→ **PROMPT**: Go through the data below and return each line where the string "right" appears.

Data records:
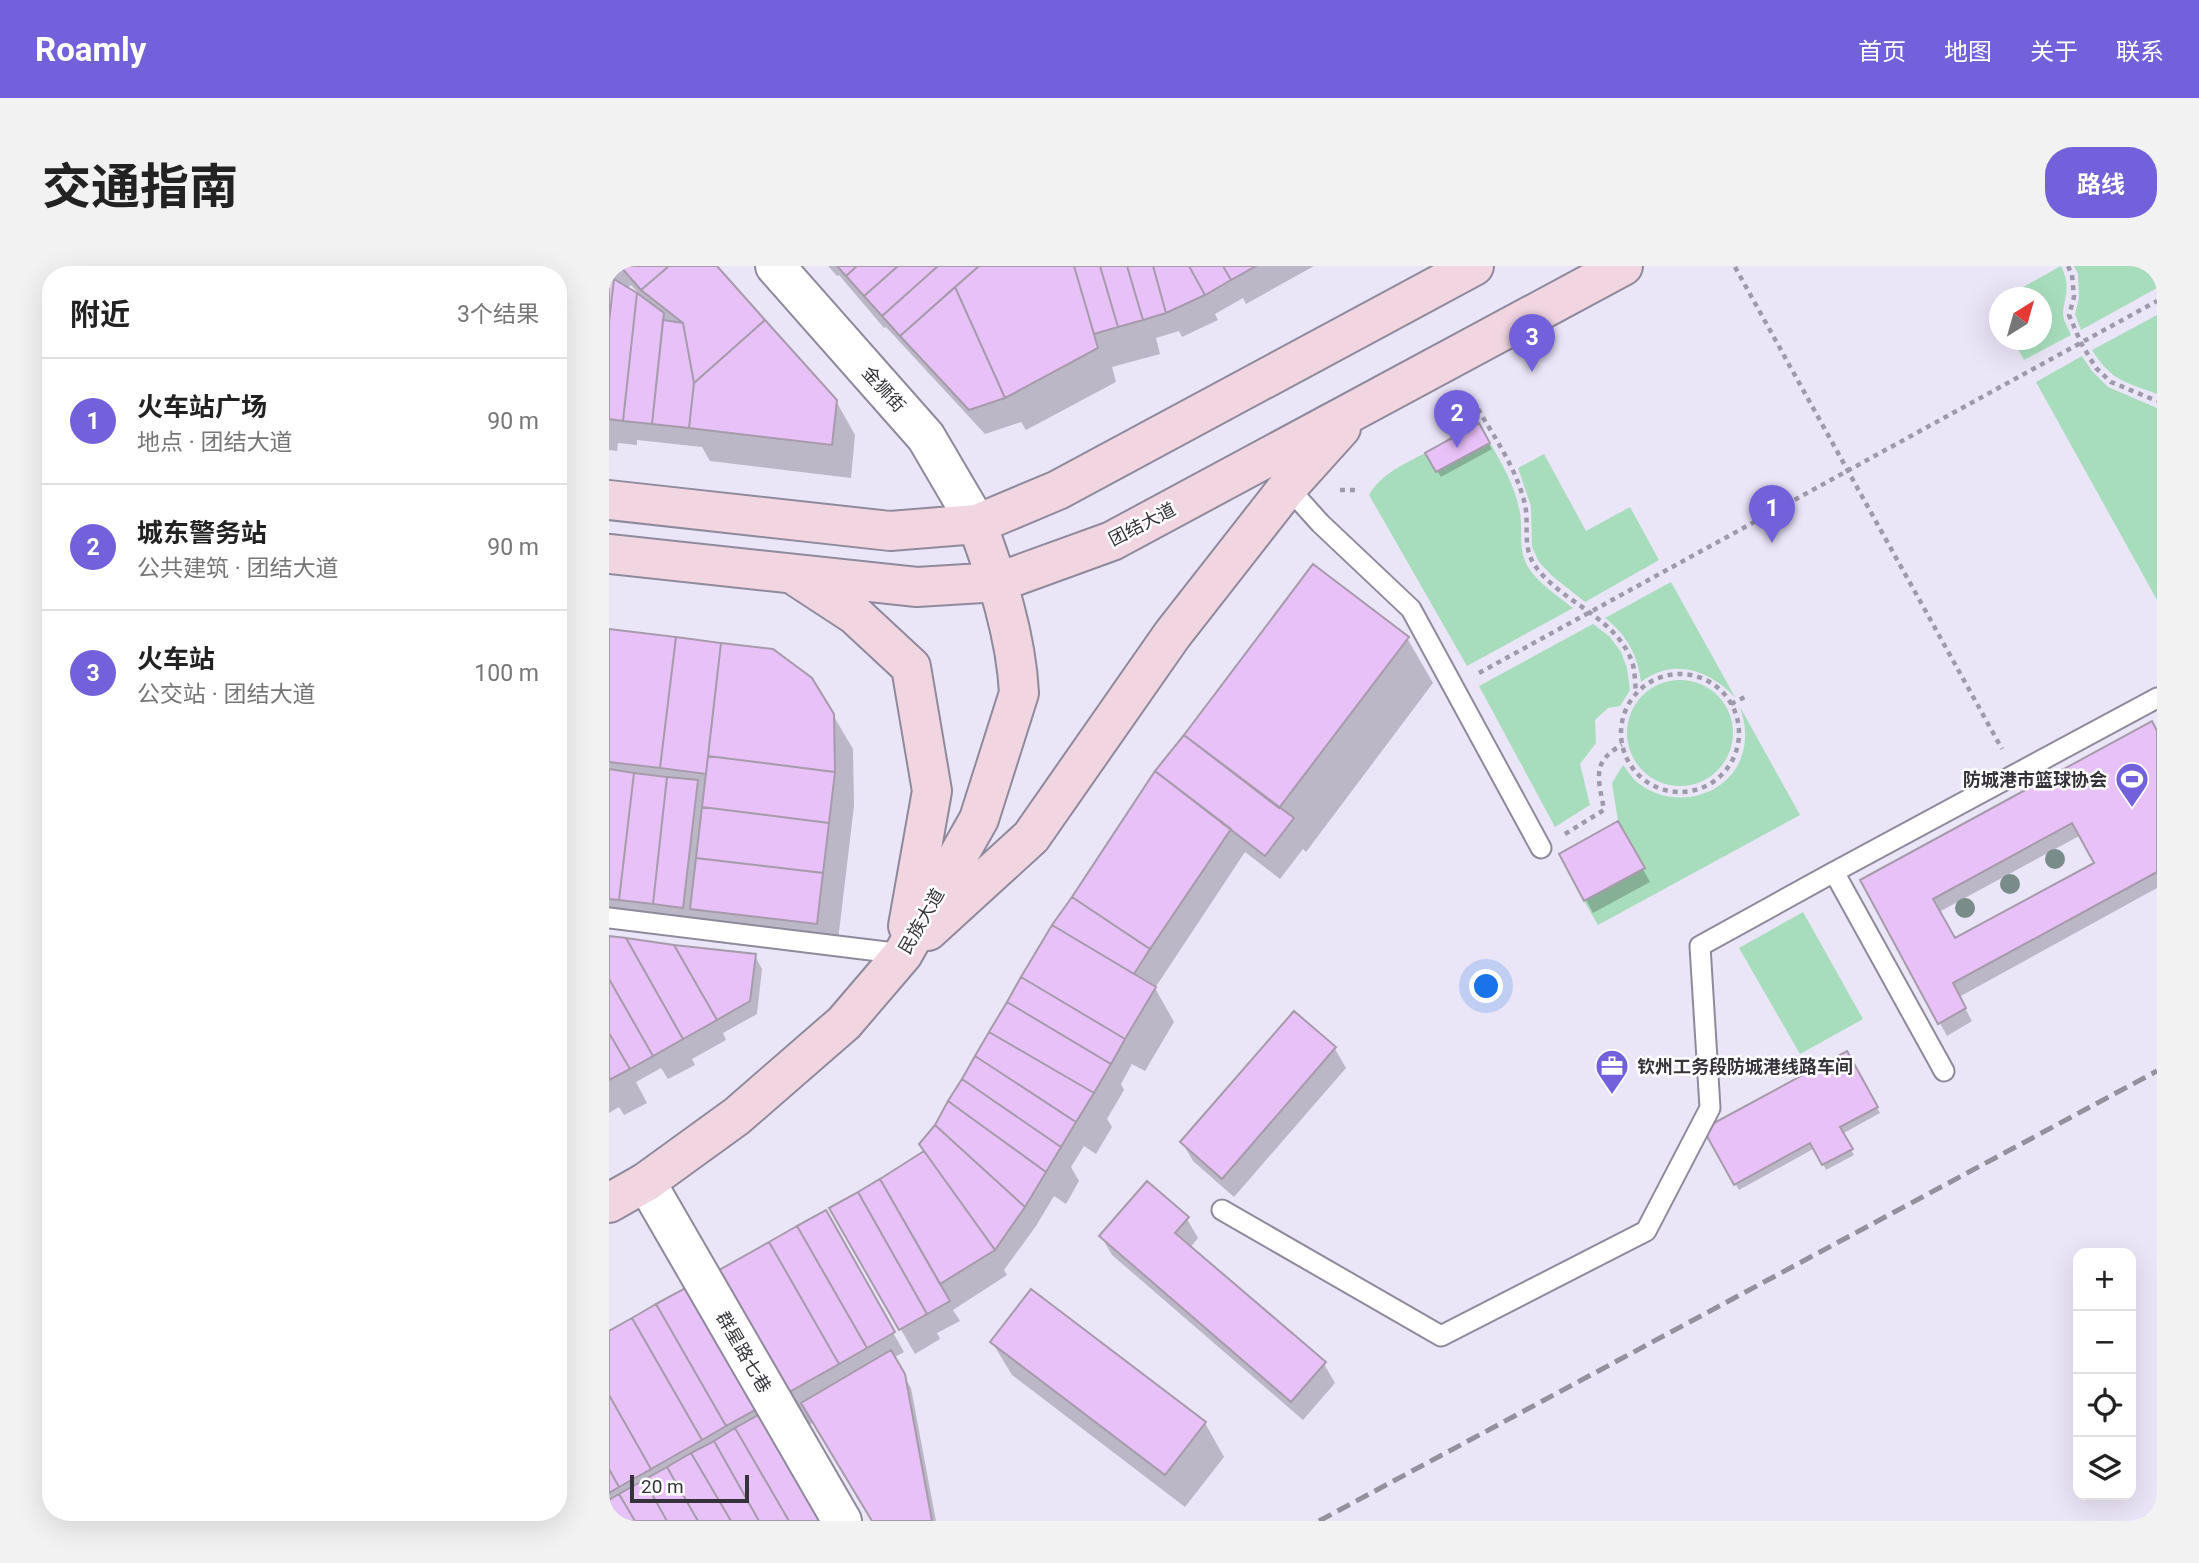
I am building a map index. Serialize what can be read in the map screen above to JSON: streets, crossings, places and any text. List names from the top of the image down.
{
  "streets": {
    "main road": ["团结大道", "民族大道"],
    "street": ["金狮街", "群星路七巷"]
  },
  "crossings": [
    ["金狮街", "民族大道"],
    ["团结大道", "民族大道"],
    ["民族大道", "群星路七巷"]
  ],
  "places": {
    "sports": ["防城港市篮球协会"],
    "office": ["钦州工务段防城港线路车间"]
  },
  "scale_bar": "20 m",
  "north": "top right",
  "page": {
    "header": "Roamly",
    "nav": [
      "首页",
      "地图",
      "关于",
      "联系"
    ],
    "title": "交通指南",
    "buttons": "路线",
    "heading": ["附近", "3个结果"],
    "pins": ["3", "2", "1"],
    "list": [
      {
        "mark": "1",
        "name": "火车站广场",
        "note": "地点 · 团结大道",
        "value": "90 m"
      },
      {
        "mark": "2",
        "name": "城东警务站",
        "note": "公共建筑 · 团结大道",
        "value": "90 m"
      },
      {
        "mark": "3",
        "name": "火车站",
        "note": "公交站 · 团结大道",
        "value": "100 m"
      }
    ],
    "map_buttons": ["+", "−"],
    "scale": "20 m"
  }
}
==
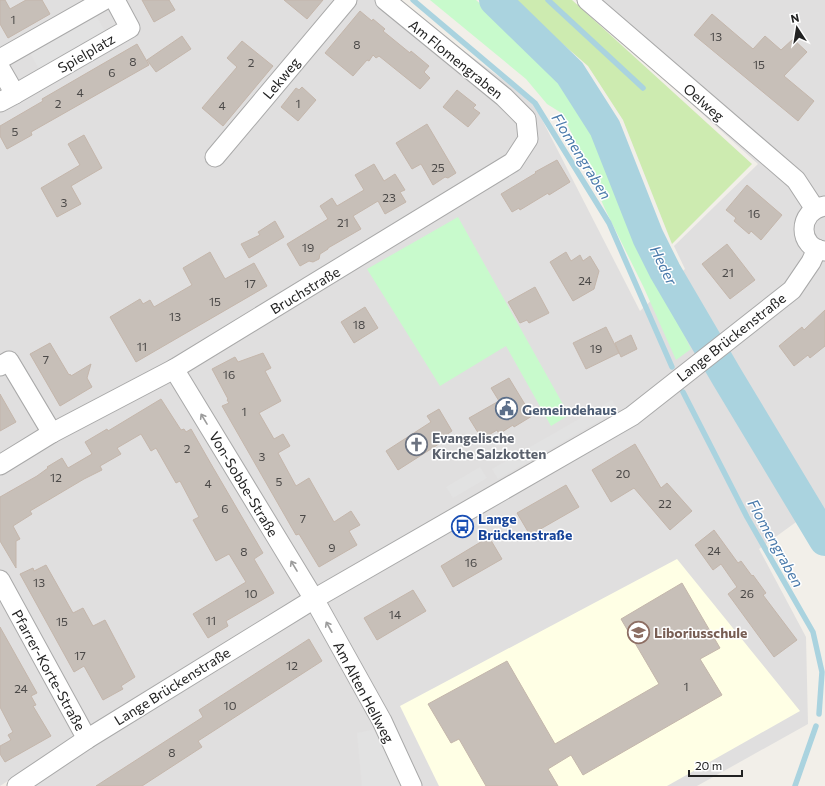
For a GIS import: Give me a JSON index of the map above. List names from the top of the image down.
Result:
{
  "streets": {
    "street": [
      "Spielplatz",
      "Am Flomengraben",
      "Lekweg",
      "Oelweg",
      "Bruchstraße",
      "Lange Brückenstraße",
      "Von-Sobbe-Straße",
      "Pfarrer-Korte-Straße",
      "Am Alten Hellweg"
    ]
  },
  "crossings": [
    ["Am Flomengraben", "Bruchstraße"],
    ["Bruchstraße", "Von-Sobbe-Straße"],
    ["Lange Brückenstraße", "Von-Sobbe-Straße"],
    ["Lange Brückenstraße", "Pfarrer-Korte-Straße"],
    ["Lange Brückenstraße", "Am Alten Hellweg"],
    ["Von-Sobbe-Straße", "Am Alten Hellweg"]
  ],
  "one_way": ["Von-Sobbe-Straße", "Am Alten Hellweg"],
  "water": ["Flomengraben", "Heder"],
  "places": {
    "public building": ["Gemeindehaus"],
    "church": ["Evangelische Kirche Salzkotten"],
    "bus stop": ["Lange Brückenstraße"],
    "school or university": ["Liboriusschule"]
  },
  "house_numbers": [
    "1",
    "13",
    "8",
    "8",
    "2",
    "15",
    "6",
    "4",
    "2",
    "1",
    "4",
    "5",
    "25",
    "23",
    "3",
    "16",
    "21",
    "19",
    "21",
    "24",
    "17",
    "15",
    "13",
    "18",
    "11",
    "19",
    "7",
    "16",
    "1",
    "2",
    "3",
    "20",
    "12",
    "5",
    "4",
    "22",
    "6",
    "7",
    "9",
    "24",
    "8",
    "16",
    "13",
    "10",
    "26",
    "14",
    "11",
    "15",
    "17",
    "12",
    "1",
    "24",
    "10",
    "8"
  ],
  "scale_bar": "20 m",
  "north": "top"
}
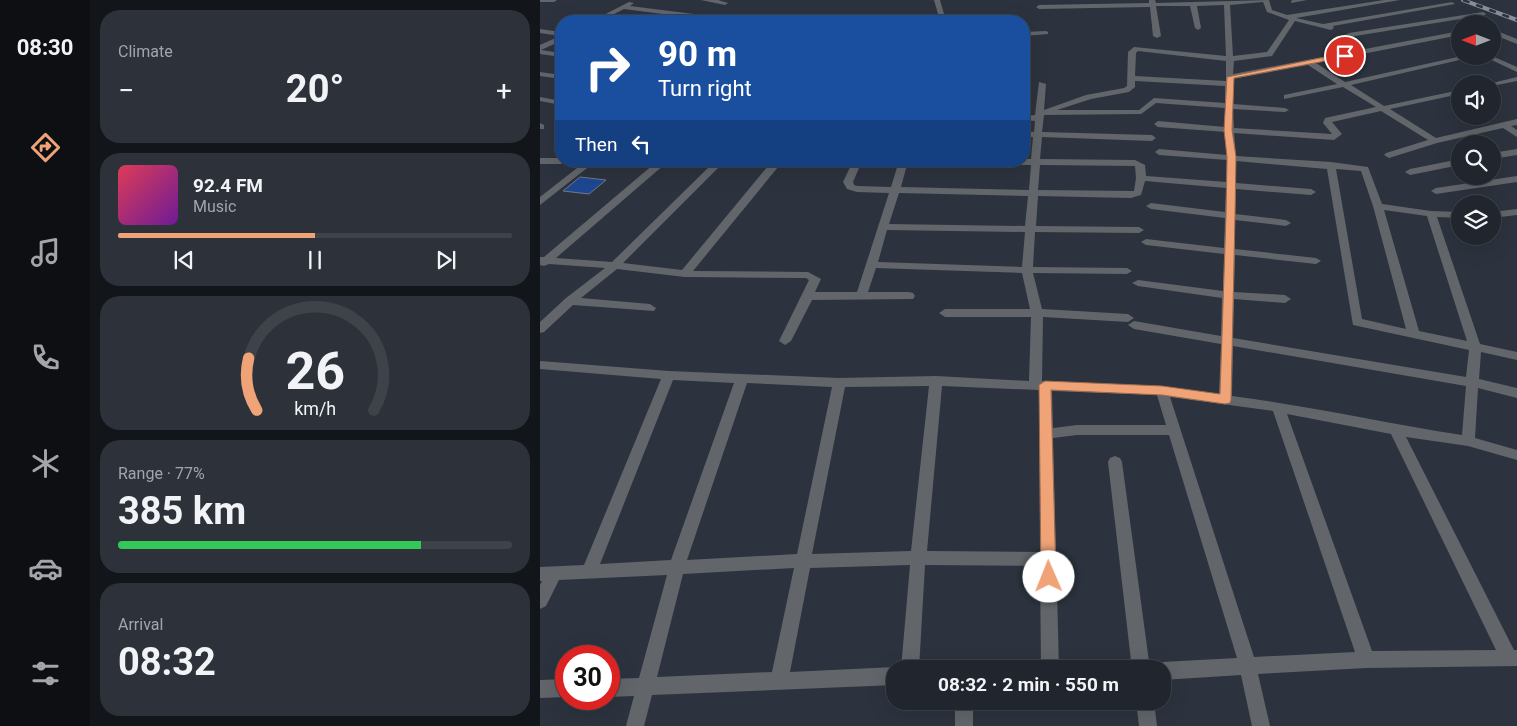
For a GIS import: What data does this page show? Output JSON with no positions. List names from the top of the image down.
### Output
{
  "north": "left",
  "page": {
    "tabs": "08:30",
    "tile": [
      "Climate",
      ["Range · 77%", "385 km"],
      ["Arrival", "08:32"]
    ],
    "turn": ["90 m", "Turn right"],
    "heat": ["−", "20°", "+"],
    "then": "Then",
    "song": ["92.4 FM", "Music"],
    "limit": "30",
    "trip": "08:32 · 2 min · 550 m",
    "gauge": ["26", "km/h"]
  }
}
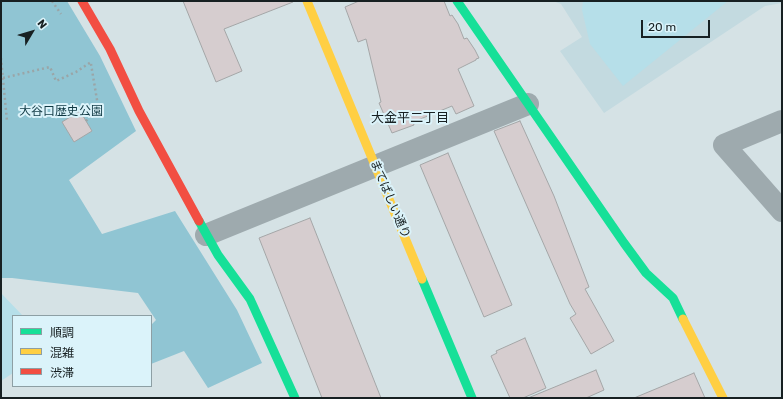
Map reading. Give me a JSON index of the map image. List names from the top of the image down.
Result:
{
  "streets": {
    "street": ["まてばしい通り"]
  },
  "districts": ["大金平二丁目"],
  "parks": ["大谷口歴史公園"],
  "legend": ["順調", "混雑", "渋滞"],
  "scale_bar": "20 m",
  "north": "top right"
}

→ **SOLUTION BELOW**:
  "north": "top right",
    "turn": ["90 m", "Turn right"],
  "north": "top right"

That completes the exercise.